2007: The Year of Firsts
A friend of a friend was a published kid lit writer. Her first suggestion was to join the SCBWI (Society of Children's' Books Writer's and Illustrators). So I did. My first real critique group came together after a couple of failed attempts, which is important to mention because finding the right critique group is like fitting into the right pair of jeans or bathing suit. Personalities, dependability, commitment, flexibility, and proximity all factored in.
Di and I found each other through the SCBWI online forum in 2007. A fledgling group of eight met in Pasadena in attempts to flesh out something permanent. A wide variety of manuscripts made this attempt a struggle, but we all sat together at a crowded table, reading and critiquing each other's pages. I wrote in a minimalistic fashion even in the early days, and it was passed around with very few comments. I didn't know how to interpret that! Good, bad, lukewarm? The last person to speak was Di. She had a LOT to say, and it was then and there that I knew I wanted to work with her.
Craving constructive feedback on my stories, we decided to meet on our own. My home being close in proximity to hers might have been the catalyst for her reaching out to me. (Those were the days before online critique groups exploded) She was a far experienced writer, but that didn't stop me. In one of our first meetings, I recall advising her to cut out the entire beginning of a manuscript and begin at another spot. I wasn't confident about my critiquing abilities so early on, but when we attended a conference in Santa Ana and the professional critiquer suggested the same, I felt I was faking it a little less.
At the end of the conference, we were approached by Ben, an aspiring YA (young adult) author. At a later date, Steve, a screenwriter friend working on picture books, joined us. And so it went, every two weeks, the four of us, two picture book writers, and two YA writers met at the Coffee Table for breakfast and writerly babblings.
Di was an English professor, and I learned more about writing from her than from any of my high school or college classes.
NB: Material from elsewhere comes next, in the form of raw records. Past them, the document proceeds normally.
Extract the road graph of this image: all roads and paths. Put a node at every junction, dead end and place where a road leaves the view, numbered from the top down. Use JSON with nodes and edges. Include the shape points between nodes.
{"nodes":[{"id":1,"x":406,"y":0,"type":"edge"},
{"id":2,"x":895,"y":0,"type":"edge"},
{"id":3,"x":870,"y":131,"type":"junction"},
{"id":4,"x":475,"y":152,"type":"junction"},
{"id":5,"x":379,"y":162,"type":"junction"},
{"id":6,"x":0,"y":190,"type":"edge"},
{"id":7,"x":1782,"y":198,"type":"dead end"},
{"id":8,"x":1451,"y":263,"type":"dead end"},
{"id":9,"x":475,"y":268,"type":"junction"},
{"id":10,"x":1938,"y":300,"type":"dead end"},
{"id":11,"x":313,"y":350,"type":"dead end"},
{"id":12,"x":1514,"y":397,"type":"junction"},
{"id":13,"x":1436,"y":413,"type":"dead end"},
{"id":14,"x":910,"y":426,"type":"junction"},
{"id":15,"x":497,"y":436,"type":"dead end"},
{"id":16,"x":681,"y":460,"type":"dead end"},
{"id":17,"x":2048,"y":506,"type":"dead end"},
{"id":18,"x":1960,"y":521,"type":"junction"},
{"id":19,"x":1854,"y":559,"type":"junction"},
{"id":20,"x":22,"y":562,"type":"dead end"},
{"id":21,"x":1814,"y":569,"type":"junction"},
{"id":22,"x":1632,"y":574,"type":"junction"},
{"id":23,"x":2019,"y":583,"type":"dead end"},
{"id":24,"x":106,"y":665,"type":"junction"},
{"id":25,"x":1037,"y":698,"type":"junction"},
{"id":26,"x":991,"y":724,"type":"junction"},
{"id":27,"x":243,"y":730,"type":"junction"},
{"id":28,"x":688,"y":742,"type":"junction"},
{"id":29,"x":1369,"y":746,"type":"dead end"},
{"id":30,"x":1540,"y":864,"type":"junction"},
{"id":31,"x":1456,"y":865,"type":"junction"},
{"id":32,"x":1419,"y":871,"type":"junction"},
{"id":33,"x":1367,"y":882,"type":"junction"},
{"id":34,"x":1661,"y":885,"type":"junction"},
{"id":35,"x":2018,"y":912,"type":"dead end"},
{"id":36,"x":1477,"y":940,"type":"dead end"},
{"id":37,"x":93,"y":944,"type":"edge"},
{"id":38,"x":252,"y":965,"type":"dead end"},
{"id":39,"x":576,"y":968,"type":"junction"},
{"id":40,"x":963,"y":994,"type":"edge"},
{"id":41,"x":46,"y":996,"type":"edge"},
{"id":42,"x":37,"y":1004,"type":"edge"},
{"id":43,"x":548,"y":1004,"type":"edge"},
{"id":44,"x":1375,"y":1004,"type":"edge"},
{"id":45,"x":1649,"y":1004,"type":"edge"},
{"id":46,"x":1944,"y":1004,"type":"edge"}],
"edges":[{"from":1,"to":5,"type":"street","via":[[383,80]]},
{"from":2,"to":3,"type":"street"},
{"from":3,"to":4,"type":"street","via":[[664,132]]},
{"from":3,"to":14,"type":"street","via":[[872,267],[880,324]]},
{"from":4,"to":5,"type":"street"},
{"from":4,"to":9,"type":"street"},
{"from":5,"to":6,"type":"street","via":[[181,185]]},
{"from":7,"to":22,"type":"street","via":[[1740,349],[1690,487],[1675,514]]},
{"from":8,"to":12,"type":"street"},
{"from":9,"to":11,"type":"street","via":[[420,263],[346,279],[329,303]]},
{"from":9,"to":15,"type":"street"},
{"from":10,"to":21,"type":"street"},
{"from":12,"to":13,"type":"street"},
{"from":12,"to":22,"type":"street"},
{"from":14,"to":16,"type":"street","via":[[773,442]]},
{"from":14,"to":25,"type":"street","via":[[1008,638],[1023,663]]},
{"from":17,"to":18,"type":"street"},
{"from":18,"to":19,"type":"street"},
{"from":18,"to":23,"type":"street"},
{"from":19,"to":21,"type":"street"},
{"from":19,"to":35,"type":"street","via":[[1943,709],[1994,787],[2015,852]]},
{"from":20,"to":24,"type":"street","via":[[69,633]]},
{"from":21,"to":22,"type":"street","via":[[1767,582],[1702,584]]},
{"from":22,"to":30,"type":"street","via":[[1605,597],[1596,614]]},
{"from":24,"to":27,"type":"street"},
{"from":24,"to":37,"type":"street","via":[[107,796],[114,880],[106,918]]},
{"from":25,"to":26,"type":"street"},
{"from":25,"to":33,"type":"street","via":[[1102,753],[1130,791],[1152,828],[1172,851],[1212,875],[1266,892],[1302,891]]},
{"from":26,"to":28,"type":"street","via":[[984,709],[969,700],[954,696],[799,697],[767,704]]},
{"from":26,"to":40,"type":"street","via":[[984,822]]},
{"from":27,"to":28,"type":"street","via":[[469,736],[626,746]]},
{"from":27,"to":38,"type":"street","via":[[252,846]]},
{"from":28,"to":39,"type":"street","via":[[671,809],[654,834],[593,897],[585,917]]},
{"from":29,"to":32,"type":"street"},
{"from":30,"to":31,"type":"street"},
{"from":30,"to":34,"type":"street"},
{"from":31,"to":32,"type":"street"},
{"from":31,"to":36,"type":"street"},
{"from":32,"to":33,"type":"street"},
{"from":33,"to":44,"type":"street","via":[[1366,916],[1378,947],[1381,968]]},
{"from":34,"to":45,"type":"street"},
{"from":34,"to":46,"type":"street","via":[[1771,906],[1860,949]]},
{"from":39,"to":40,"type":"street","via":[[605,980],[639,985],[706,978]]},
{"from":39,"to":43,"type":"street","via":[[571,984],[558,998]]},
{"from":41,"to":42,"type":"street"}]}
I'm not saying that those classes and teachers were terrible. It was more about my willingness to learn the craft, which didn't ignite until I was well into my forties.
In this group, we didn't sugar coat anything. We told it how we saw it. We probably used a variation of the sandwich method of critiquing, the outer layers of bread, suggesting the positives about the manuscript, held the middle goodness, the hard critiques. Ours was more like an open-faced sandwich. One layer of what we liked about the story and a pile of hard critiques. We usually spent our time defended our writings and asking questions about why segments of our manuscripts didn't work. We debated, went home, mulled it over, and usually returned to the next meeting agreeing that the group was right. I'm still guilty of using the open-faced sandwich method sometimes, something I'm trying to improve in my critiques, but we sure did learn a lot, and this group propelled me forward in so many ways.
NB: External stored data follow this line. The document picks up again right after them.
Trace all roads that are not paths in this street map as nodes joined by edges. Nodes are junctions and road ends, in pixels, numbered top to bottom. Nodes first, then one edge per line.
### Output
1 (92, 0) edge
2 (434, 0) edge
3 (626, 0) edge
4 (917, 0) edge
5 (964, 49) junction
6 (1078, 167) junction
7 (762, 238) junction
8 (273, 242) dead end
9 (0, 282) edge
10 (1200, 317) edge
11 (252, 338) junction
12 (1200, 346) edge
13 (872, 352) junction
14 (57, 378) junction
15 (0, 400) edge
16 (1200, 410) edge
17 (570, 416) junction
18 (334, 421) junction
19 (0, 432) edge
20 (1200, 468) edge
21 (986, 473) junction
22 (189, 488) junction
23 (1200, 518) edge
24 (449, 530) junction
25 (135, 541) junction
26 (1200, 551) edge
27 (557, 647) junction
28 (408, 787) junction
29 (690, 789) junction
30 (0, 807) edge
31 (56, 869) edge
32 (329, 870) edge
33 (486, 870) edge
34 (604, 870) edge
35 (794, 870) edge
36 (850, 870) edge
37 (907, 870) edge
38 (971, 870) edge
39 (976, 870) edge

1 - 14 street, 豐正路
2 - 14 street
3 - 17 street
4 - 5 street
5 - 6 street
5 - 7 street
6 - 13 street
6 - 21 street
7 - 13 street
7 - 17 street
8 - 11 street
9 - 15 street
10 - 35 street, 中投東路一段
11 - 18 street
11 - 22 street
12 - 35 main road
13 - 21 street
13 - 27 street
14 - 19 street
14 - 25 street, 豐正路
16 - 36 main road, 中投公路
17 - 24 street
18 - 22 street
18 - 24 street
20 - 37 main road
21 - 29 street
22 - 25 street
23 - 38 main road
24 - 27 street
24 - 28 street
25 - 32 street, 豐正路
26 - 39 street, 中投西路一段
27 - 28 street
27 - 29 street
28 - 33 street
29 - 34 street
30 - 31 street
That year offered another first, acceptance of a piece in Highlights Magazine. Cool! I read that magazine as a kid. That was the encouragement I needed at the time. I wrote almost a dozen stories that year, none of which became anything except a notch on my learning ladder. But I am grateful to this group for getting me to show up, making me accountable, and giving me a foundation in which to grow as a writer.
We did eventually split up, each of us following new directions. It took some searching to find groups after this one that felt right, and life definitely intervened at times. Luckily, I had another friend that kept pulling me back in.
Challenge yourself to improve!
2/3/2021 11:17:49 am
Like with all feedback, we need to be open to listen, accept the feedback or critique, and then take time to decide what we want to do with what feedback or critique we receive. If we don't take that time, we can miss out on beneficial nuggets that can help us grow.